Task description | Give back the entries verbatim.

Dataset records |
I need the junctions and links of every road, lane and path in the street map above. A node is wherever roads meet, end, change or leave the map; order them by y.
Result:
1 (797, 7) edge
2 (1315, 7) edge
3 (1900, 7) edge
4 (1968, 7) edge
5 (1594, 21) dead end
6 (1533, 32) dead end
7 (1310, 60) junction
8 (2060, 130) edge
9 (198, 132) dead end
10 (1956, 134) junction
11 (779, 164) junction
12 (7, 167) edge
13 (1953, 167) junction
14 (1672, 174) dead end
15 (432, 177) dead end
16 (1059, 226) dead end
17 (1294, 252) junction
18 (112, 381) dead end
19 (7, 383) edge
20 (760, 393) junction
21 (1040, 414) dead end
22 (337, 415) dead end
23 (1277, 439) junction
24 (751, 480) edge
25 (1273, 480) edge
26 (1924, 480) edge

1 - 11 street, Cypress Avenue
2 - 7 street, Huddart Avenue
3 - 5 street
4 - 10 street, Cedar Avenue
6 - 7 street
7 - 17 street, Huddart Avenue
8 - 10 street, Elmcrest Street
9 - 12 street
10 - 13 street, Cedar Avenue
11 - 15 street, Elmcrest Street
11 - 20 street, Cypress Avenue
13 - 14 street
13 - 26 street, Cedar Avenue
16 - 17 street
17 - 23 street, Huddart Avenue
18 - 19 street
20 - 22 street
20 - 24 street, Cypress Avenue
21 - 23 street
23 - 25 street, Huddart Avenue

Written reply |
I need the junctions and links of every road, lane and path in the street map above. A node is wherever roads meet, end, change or leave the map; order them by y.
Result:
1 (797, 7) edge
2 (1315, 7) edge
3 (1900, 7) edge
4 (1968, 7) edge
5 (1594, 21) dead end
6 (1533, 32) dead end
7 (1310, 60) junction
8 (2060, 130) edge
9 (198, 132) dead end
10 (1956, 134) junction
11 (779, 164) junction
12 (7, 167) edge
13 (1953, 167) junction
14 (1672, 174) dead end
15 (432, 177) dead end
16 (1059, 226) dead end
17 (1294, 252) junction
18 (112, 381) dead end
19 (7, 383) edge
20 (760, 393) junction
21 (1040, 414) dead end
22 (337, 415) dead end
23 (1277, 439) junction
24 (751, 480) edge
25 (1273, 480) edge
26 (1924, 480) edge

1 - 11 street, Cypress Avenue
2 - 7 street, Huddart Avenue
3 - 5 street
4 - 10 street, Cedar Avenue
6 - 7 street
7 - 17 street, Huddart Avenue
8 - 10 street, Elmcrest Street
9 - 12 street
10 - 13 street, Cedar Avenue
11 - 15 street, Elmcrest Street
11 - 20 street, Cypress Avenue
13 - 14 street
13 - 26 street, Cedar Avenue
16 - 17 street
17 - 23 street, Huddart Avenue
18 - 19 street
20 - 22 street
20 - 24 street, Cypress Avenue
21 - 23 street
23 - 25 street, Huddart Avenue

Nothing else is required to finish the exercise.